De Nobelprijs voor Literatuur van 2025 gaat naar de Hongaarse schrijver László Krasznahorkai. “Voor zijn meeslepende en visionaire werk dat, te midden van apocalyptische terreur, de kracht van kunst opnieuw bevestigt”, zo stelt het Nobelcomité.

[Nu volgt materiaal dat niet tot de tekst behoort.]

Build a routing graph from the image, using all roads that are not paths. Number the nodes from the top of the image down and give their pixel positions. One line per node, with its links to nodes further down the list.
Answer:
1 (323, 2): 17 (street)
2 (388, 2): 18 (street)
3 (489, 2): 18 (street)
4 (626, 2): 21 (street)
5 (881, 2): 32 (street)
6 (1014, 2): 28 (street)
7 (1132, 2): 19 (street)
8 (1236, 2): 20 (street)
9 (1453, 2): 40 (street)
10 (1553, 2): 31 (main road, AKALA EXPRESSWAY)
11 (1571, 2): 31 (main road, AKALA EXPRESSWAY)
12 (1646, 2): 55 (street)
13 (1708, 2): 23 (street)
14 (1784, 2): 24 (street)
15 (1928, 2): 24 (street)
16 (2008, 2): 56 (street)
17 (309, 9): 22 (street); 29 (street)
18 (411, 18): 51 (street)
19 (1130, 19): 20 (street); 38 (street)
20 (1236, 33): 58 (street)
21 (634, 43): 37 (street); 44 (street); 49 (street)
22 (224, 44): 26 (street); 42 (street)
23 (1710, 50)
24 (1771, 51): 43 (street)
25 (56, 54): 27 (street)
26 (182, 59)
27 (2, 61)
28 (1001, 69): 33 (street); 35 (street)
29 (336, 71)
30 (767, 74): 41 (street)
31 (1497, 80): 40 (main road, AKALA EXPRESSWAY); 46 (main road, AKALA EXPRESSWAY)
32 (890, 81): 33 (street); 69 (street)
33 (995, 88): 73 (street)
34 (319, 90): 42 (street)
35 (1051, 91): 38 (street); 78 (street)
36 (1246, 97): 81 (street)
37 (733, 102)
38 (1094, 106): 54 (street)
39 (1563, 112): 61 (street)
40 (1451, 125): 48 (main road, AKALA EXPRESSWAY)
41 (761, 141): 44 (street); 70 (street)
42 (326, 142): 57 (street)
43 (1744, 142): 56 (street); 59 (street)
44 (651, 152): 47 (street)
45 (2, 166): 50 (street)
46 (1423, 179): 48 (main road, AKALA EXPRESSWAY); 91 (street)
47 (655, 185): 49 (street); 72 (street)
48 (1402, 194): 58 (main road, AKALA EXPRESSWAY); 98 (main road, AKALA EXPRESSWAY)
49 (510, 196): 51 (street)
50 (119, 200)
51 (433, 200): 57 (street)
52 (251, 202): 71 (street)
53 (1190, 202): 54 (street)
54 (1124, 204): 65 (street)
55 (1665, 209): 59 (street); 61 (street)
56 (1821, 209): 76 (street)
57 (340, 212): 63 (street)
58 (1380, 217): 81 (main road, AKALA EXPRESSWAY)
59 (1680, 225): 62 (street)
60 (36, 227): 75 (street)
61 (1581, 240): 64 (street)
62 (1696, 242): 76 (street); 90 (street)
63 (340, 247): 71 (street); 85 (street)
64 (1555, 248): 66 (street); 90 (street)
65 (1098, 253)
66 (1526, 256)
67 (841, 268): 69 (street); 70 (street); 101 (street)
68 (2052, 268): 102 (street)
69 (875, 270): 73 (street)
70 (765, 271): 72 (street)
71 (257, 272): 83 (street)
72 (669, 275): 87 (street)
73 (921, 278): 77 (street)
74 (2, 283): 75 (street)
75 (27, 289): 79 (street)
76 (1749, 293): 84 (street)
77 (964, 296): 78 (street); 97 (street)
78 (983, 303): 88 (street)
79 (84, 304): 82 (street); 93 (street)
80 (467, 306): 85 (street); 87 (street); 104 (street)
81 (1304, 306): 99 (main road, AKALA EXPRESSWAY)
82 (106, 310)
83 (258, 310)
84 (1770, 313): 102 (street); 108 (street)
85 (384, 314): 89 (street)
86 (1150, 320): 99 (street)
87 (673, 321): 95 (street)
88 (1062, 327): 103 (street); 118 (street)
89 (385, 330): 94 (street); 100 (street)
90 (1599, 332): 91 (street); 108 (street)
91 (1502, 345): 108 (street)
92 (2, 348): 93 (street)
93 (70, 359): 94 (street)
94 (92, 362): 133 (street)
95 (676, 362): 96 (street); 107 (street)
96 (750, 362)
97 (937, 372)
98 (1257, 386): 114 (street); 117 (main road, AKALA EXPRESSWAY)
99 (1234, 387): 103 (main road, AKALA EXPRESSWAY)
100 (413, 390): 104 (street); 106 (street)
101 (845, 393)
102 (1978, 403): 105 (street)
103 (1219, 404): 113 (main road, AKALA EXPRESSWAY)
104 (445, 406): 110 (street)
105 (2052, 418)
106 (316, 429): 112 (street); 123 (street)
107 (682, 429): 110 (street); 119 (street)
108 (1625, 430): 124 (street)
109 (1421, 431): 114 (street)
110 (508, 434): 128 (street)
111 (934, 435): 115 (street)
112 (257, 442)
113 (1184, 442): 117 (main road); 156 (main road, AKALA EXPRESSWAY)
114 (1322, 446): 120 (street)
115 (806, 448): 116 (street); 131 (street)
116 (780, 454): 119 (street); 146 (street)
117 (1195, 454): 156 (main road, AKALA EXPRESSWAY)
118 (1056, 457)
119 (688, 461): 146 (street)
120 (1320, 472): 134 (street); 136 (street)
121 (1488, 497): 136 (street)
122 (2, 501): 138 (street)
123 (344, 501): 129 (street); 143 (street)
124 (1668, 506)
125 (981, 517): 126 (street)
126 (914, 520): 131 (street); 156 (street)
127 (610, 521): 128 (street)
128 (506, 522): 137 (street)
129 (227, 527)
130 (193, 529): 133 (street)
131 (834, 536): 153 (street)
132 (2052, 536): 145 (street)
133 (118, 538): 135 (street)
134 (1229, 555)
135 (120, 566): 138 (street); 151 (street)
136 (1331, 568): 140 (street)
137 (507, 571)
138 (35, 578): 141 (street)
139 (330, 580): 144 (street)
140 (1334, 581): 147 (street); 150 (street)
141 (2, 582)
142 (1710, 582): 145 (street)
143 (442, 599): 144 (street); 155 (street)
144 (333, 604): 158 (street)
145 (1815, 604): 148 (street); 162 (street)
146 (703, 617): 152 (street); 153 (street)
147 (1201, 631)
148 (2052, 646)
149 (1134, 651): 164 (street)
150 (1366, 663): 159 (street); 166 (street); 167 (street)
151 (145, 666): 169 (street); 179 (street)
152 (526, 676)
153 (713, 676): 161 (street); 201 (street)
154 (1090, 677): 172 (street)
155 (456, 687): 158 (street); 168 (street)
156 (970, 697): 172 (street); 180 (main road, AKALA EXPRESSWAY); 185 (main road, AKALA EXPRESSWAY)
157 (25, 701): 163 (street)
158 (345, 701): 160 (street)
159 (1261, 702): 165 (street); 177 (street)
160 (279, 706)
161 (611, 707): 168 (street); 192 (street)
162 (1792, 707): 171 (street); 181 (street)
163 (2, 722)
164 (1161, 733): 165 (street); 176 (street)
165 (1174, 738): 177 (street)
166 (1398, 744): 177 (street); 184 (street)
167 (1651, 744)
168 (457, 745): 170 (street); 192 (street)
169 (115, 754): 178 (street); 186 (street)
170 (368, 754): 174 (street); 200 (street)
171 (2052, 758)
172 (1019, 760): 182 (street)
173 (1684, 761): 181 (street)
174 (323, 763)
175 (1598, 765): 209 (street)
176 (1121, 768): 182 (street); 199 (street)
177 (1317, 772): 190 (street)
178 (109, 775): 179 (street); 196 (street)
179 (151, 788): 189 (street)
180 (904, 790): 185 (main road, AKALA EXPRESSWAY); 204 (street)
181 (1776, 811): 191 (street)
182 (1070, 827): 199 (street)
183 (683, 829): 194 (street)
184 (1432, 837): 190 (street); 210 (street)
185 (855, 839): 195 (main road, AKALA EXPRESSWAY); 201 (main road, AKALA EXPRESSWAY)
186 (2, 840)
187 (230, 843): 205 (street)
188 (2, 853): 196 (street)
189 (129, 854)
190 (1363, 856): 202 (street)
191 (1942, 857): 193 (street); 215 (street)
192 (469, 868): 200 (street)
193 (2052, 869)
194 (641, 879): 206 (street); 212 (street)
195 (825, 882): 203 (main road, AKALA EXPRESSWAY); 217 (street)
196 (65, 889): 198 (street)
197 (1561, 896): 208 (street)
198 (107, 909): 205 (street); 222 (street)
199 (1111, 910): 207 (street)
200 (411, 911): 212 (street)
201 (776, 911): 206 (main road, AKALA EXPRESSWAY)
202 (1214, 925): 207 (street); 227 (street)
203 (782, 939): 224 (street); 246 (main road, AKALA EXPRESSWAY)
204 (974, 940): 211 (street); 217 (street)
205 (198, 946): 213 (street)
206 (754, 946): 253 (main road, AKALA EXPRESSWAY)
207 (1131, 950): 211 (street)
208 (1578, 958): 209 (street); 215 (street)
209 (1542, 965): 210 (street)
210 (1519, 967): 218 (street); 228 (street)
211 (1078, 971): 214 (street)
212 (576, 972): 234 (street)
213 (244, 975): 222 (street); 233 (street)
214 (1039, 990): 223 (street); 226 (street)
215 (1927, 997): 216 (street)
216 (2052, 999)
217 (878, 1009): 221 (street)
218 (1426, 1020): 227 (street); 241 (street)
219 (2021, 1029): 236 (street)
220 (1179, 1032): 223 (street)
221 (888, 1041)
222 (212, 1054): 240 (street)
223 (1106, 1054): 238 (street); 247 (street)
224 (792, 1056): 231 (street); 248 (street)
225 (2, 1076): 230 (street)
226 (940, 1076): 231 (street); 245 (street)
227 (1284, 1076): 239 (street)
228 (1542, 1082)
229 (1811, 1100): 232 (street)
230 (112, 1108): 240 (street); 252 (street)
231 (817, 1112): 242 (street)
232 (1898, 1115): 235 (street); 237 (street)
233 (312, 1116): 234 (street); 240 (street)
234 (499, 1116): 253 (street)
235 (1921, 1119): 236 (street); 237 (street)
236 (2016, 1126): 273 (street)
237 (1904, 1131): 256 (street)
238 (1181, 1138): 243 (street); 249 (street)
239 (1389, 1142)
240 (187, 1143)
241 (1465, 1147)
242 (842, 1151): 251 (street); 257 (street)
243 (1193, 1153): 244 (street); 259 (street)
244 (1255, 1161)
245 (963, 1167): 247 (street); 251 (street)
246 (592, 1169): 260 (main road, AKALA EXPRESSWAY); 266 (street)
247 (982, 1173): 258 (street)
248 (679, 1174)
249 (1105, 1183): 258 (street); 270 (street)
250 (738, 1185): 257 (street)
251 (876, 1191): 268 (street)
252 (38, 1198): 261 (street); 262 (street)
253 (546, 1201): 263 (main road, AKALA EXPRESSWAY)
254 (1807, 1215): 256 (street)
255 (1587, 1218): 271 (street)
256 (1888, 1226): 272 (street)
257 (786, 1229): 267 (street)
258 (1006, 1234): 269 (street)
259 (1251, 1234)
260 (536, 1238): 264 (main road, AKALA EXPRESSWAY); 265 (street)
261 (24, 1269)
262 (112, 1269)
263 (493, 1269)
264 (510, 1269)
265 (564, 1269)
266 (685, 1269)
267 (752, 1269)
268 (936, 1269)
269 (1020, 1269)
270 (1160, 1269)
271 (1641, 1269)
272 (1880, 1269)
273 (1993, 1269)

Krasznahorkai is een belangrijke schrijver in de zogenoemde Centraal-Europese traditie. Hij past in hetzelfde straatje als Franz Kafka en Thomas Bernhard. Zijn verhalen staan bekend om het absurde en overdreven groteske, maar hij heeft ook een andere kant. Zo schrijft hij soms juist veel rustiger en meer doordacht, met inspiratie uit oosterse denkwijzen.
Debuutroman
De auteur werd geboren in 1954 in het kleine stadje Gyula in Hongarije. Het platteland waar hij opgroeit is ook het decor voor zijn debuutroman Satantangó in 1985. Dit boek maakte hem meteen beroemd in Hongarije. Het verhaal gaat over een arme groep bewoners van een boerderij, vlak voor de val van het communisme. Tot twee mannen, Irimiás en Petrina, op worden gevoerd heerst er een gespannen en verwachtingsvolle sfeer. De bewoners van de boerderij zien hen als brengers van zowel hoop als onheil. De roman werd in 1993 verfilmd tot een zeer originele film in samenwerking met regisseur Béla Tarr.
De Amerikaanse criticus Susan Sontag bekroonde Krasznahorkai al snel tot ‘meester van de apocalyps’ binnen de hedendaagse literatuur. Ze kwam tot deze conclusie na het lezen van zijn tweede werk, De melancholie van het verzet, dat in 1989 uitkwam. In deze koortsachtige horrorfantasie die zich ook afspeelt in Hongarije, wordt het drama nog verder opgevoerd. In het verhaal bezoekt een spookachtig circus het stadje, waarvan de hoofdattractie het karkas van een gigantische walvis is.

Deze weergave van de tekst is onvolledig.